=== Begin Enclosure ===
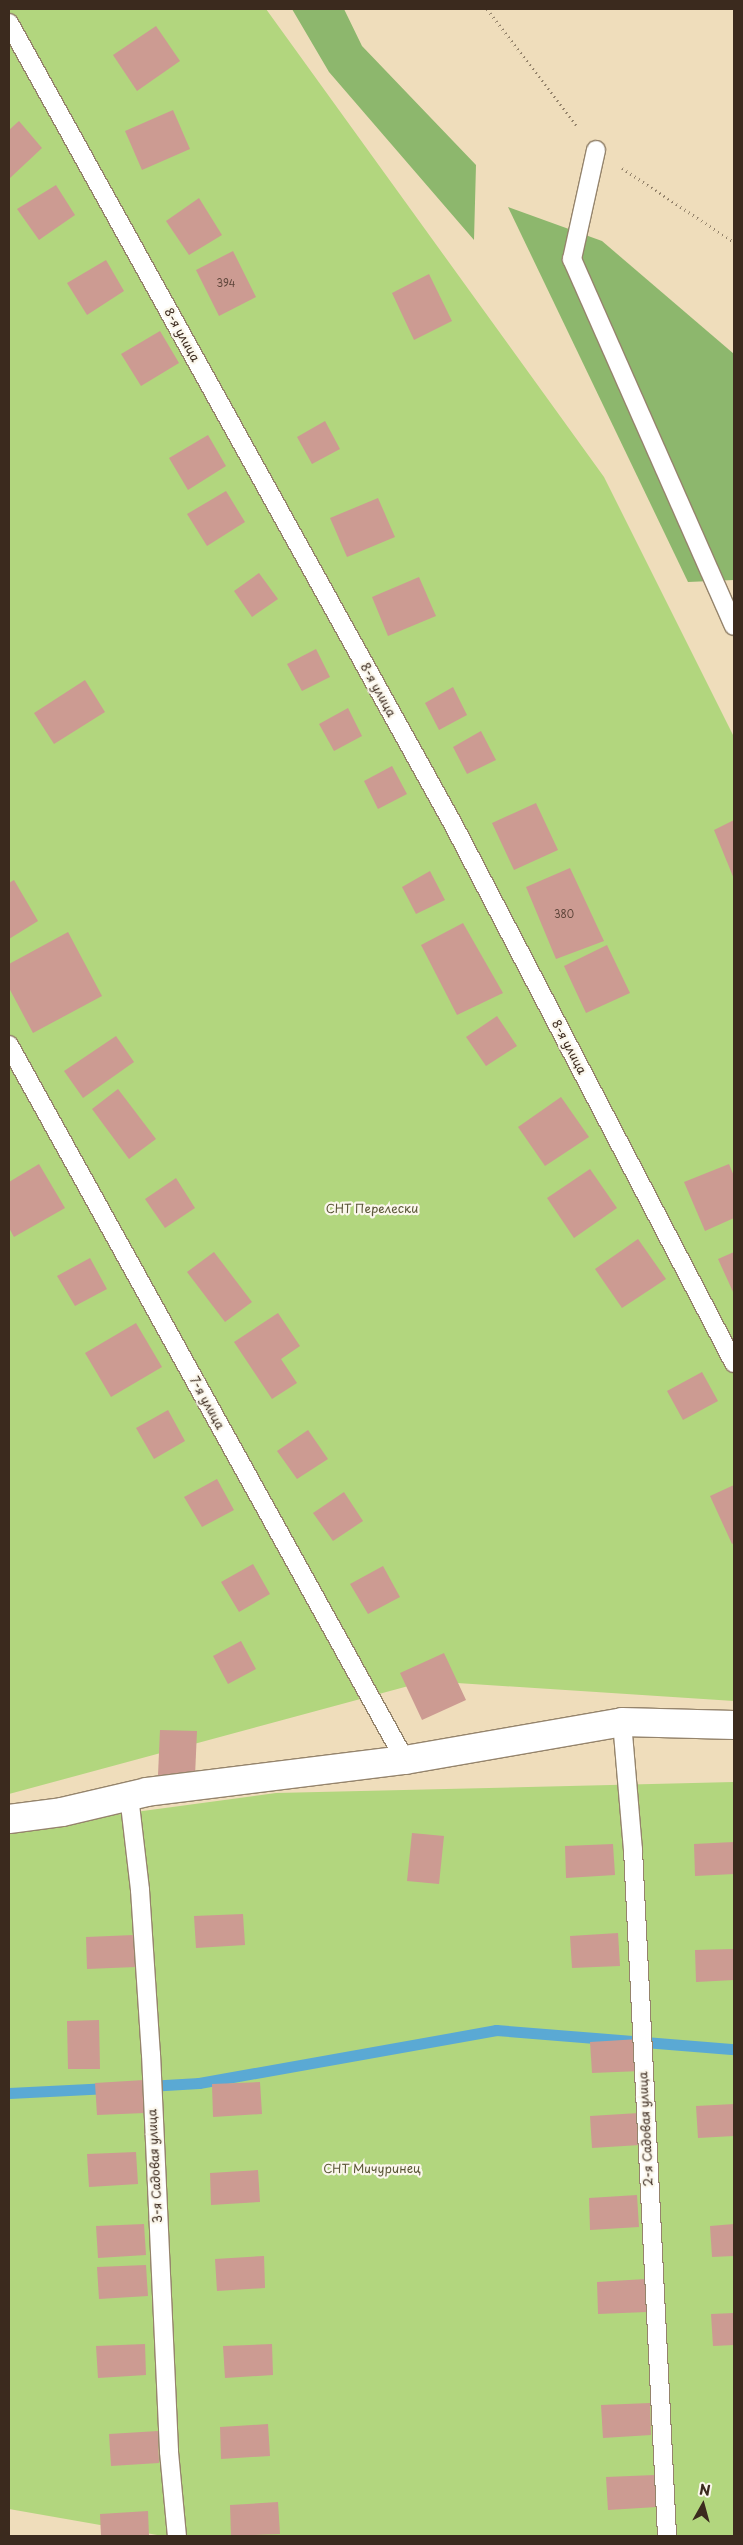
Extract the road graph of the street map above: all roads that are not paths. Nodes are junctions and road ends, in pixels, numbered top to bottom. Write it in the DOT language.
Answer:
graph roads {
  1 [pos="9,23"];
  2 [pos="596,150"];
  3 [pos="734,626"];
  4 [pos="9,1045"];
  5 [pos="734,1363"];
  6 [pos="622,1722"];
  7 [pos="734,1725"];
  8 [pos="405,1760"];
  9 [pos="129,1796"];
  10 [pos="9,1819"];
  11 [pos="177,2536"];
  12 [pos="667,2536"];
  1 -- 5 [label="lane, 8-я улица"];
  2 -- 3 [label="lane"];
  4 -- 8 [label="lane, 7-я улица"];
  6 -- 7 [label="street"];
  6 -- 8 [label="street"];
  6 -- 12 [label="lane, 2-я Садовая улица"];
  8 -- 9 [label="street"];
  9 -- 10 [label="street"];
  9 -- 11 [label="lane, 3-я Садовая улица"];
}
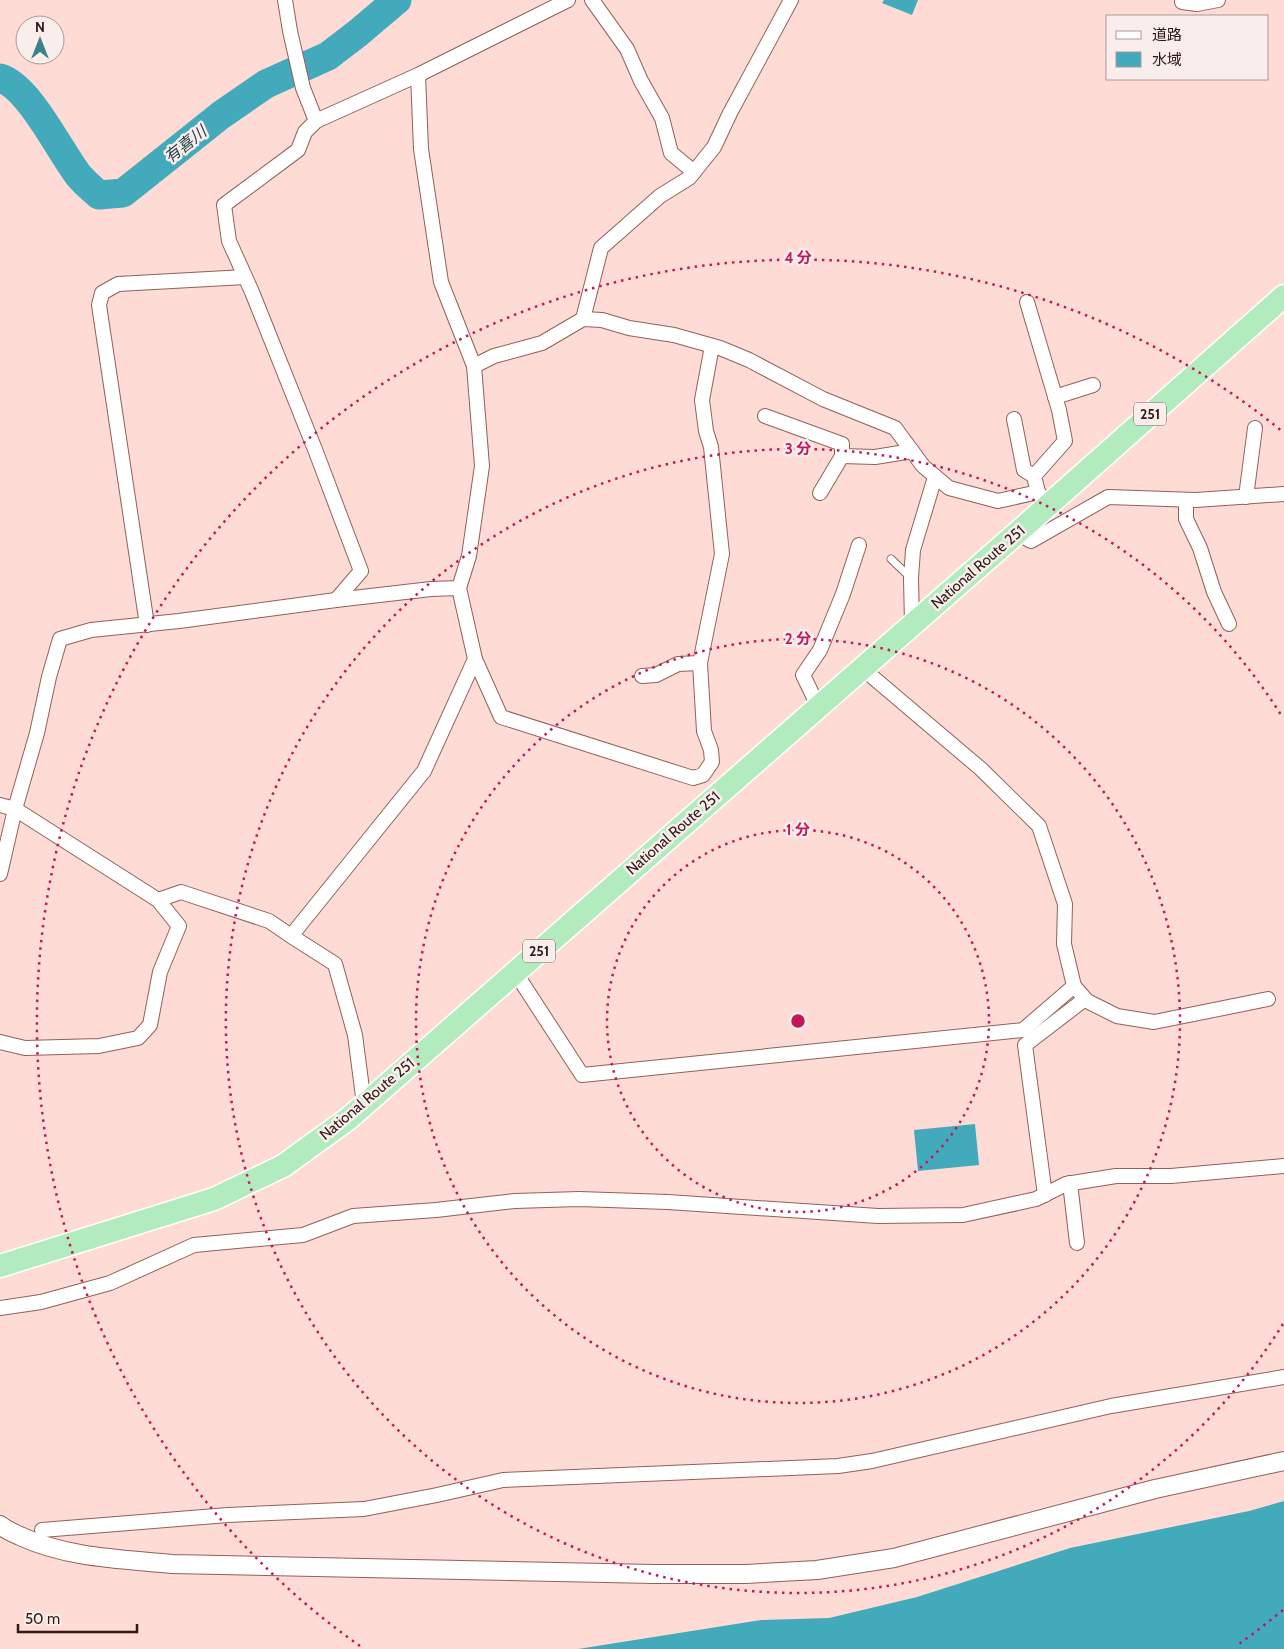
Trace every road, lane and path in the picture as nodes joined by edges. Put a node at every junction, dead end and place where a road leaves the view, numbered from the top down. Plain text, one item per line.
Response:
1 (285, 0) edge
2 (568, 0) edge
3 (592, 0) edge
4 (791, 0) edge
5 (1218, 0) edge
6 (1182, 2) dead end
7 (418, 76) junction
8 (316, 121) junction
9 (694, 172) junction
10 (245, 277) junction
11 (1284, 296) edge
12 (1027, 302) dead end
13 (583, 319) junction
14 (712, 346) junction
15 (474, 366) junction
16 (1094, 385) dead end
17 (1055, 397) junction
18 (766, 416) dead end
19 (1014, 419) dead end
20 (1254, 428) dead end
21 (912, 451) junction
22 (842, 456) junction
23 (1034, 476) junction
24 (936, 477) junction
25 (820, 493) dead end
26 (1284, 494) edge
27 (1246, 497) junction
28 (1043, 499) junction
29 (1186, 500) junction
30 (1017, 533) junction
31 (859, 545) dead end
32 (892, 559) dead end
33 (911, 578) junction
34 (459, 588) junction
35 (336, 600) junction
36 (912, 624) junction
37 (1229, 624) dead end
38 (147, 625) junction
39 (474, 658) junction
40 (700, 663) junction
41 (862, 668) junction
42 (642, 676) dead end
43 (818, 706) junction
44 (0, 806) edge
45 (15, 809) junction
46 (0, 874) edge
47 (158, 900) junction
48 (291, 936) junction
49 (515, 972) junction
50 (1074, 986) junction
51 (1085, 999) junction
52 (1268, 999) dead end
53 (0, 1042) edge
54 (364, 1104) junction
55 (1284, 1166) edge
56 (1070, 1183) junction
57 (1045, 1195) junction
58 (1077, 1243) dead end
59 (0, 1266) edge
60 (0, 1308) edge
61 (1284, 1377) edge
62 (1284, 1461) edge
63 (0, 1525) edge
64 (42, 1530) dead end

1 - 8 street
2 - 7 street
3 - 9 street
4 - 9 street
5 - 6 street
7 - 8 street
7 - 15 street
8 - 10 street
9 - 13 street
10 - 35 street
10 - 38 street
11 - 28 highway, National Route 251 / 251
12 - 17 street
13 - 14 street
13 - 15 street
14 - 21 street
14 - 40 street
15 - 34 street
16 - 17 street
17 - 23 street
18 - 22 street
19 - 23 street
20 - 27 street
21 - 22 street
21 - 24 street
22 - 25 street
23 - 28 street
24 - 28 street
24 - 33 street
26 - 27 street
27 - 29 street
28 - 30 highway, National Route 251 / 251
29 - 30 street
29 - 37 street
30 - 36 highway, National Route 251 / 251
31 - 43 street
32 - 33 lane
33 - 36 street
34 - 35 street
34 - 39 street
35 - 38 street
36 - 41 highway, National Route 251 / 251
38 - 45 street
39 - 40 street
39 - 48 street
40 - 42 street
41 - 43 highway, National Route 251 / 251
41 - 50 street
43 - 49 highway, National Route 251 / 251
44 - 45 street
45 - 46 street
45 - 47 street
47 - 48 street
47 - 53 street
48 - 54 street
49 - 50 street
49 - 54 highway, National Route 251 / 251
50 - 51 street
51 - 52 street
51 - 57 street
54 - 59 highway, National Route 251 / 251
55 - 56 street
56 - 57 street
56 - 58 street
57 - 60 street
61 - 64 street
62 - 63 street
=== End Enclosure ===
▸ **Required action**: Return each line of the data above that includes the word "highway".

▸ **Task output**:
11 - 28 highway, National Route 251 / 251
28 - 30 highway, National Route 251 / 251
30 - 36 highway, National Route 251 / 251
36 - 41 highway, National Route 251 / 251
41 - 43 highway, National Route 251 / 251
43 - 49 highway, National Route 251 / 251
49 - 54 highway, National Route 251 / 251
54 - 59 highway, National Route 251 / 251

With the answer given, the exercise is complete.